§ To do
Among the entries that follow, find every line with the word "where" and list it.

(Records excerpted from a collection)
Content starts
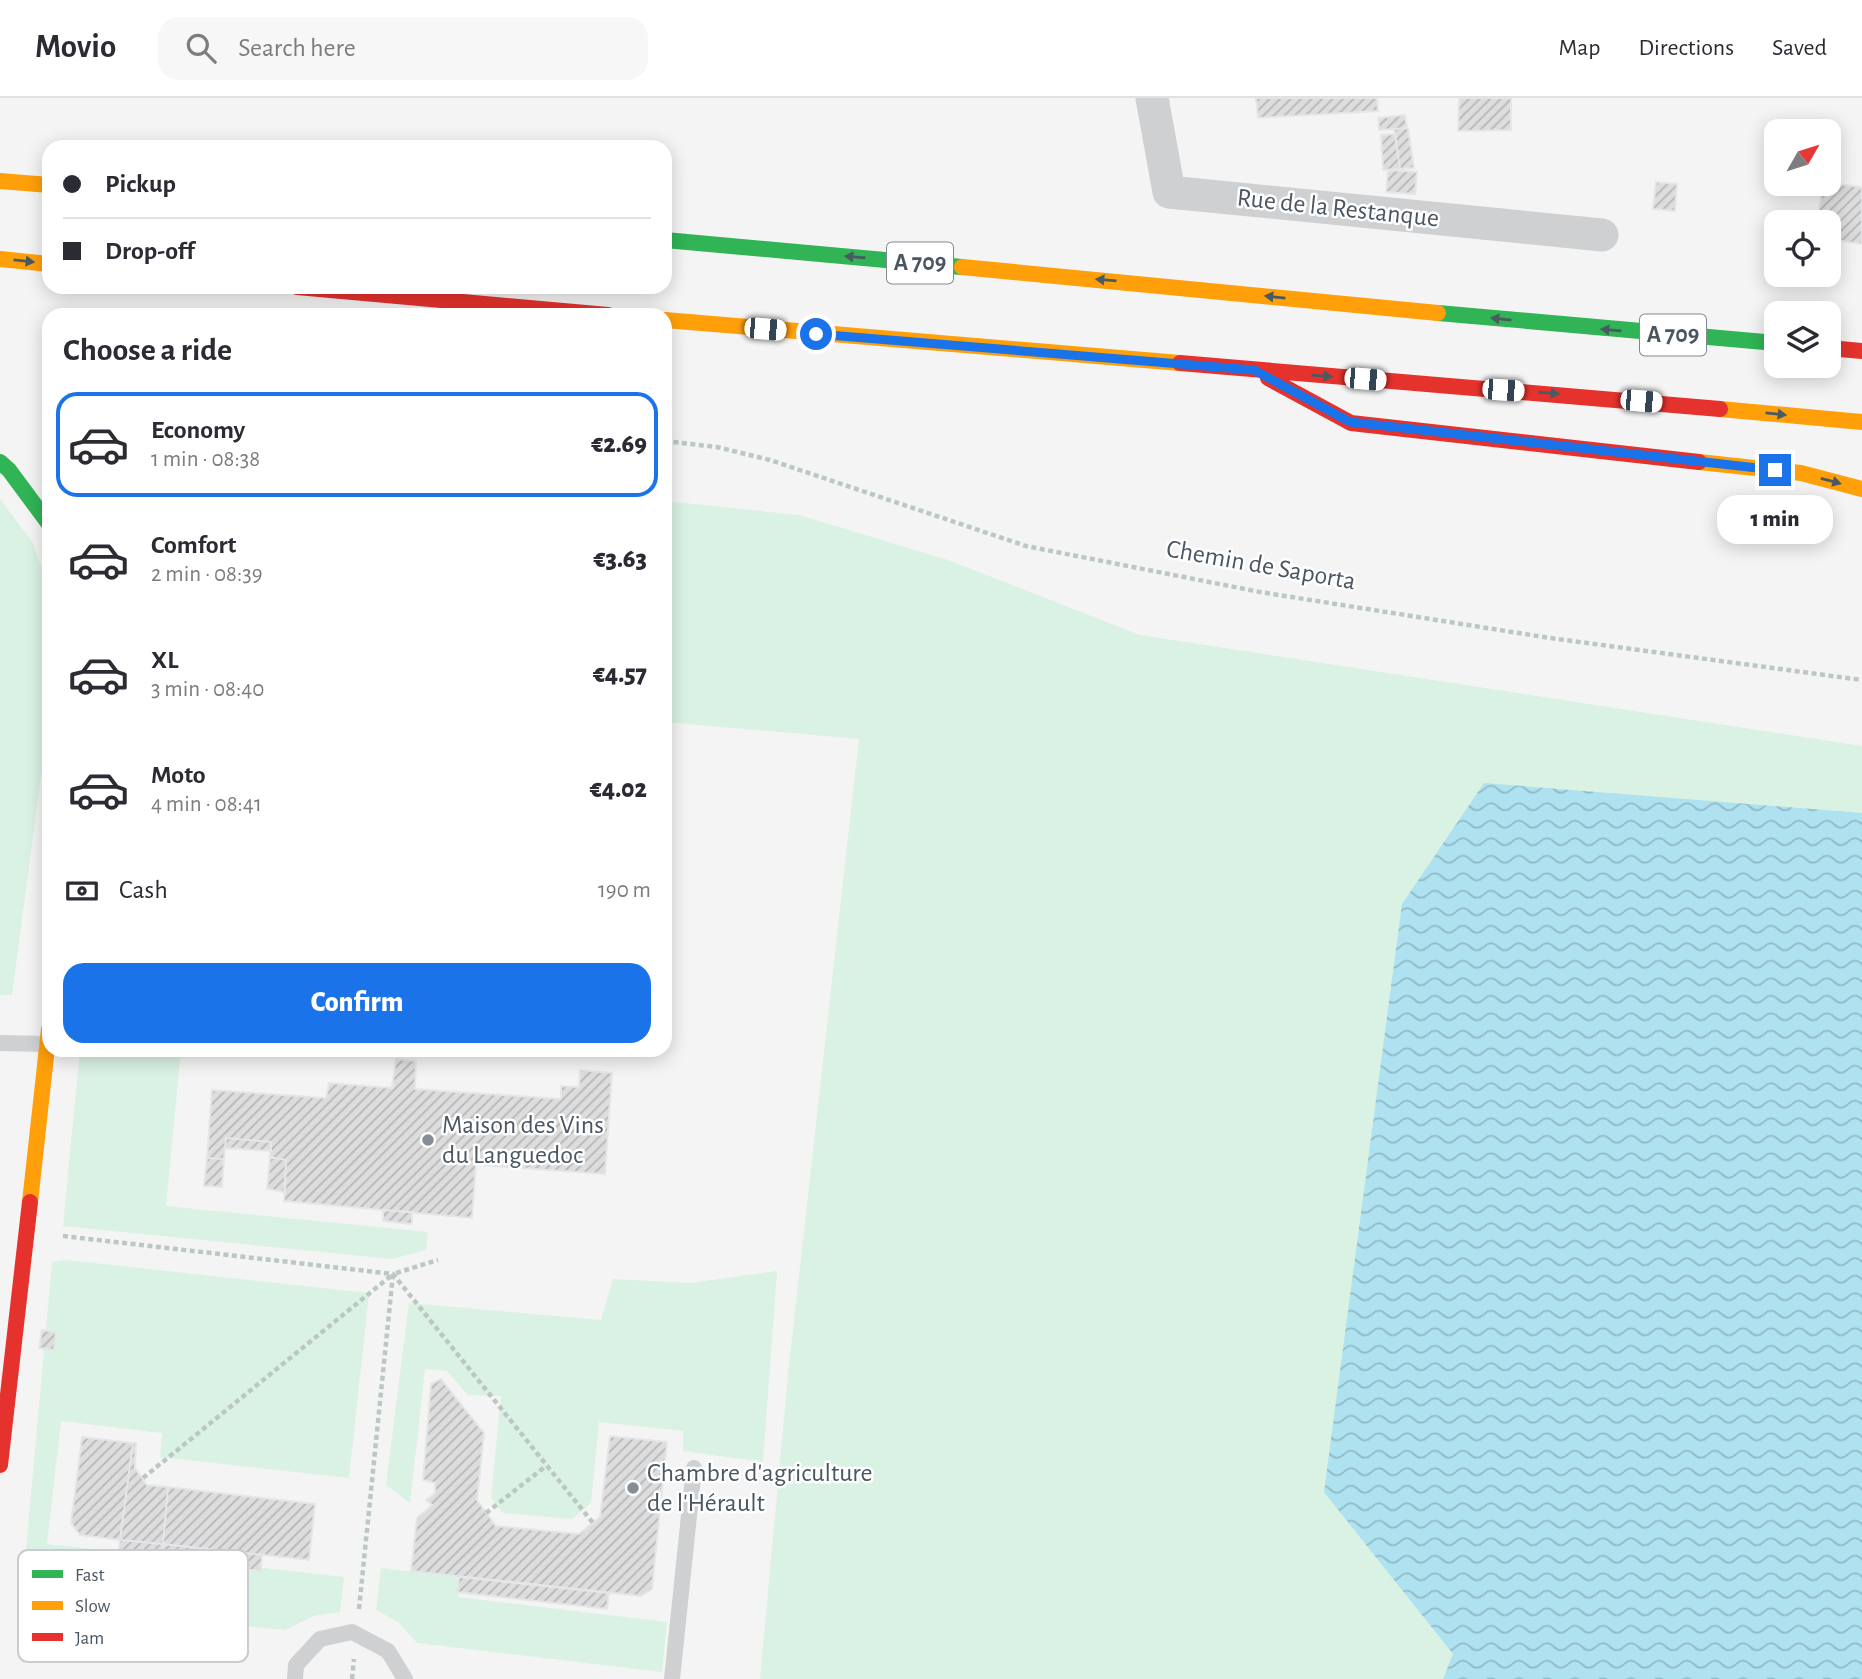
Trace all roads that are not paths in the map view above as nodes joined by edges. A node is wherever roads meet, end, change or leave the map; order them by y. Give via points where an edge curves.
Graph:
1 (1152, 98) edge
2 (0, 181) edge
3 (42, 184) edge
4 (1602, 235) dead end
5 (672, 241) edge
6 (0, 259) edge
7 (42, 263) edge
8 (375, 294) edge
9 (530, 308) edge
10 (672, 321) edge
11 (1764, 343) edge
12 (1841, 349) edge
13 (1862, 351) edge
14 (1254, 370) junction
15 (1862, 422) edge
16 (0, 462) edge
17 (1862, 489) edge
18 (42, 515) edge
19 (42, 1037) edge
20 (0, 1043) edge
21 (46, 1057) edge
22 (0, 1465) edge
23 (694, 1468) dead end
24 (295, 1679) edge
25 (405, 1679) edge
26 (672, 1679) edge

1 - 4 street, Rue de la Restanque via 1169,192
2 - 3 main road
11 -> 5 main road, A 709
6 -> 7 main road
8 - 9 main road
10 - 14 main road
12 - 13 main road
14 -> 15 main road
14 -> 17 main road via 1350,422 1801,473
16 - 18 main road
19 - 20 lane
21 - 22 main road
23 - 26 lane
24 - 25 lane via 296,1665 320,1639 352,1632 388,1651

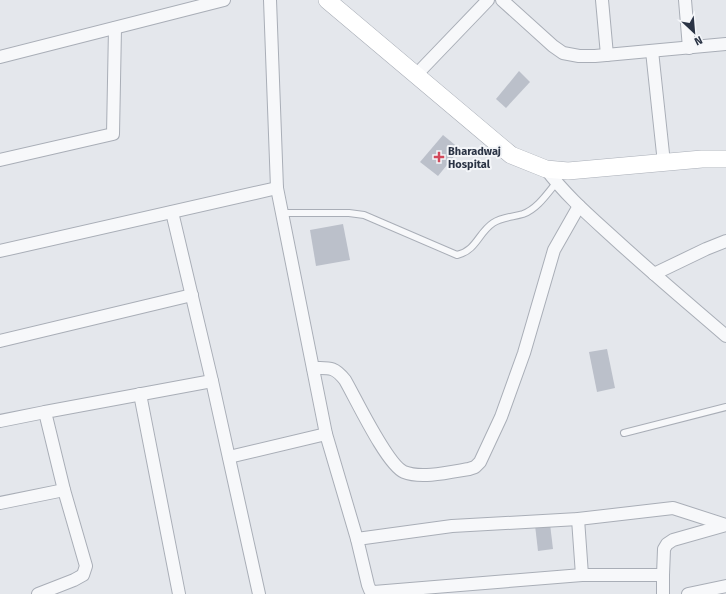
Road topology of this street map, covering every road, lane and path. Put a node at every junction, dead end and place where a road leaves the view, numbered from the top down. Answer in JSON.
Content ends
§ Output for this exercise
Trace all roads that are not paths in the map view above as nodes joined by edges. A node is wherever roads meet, end, change or leave the map; order them by y. Give via points where an edge curves.
Road topology of this street map, covering every road, lane and path. Put a node at every junction, dead end and place where a road leaves the view, numbered from the top down. Answer in JSON.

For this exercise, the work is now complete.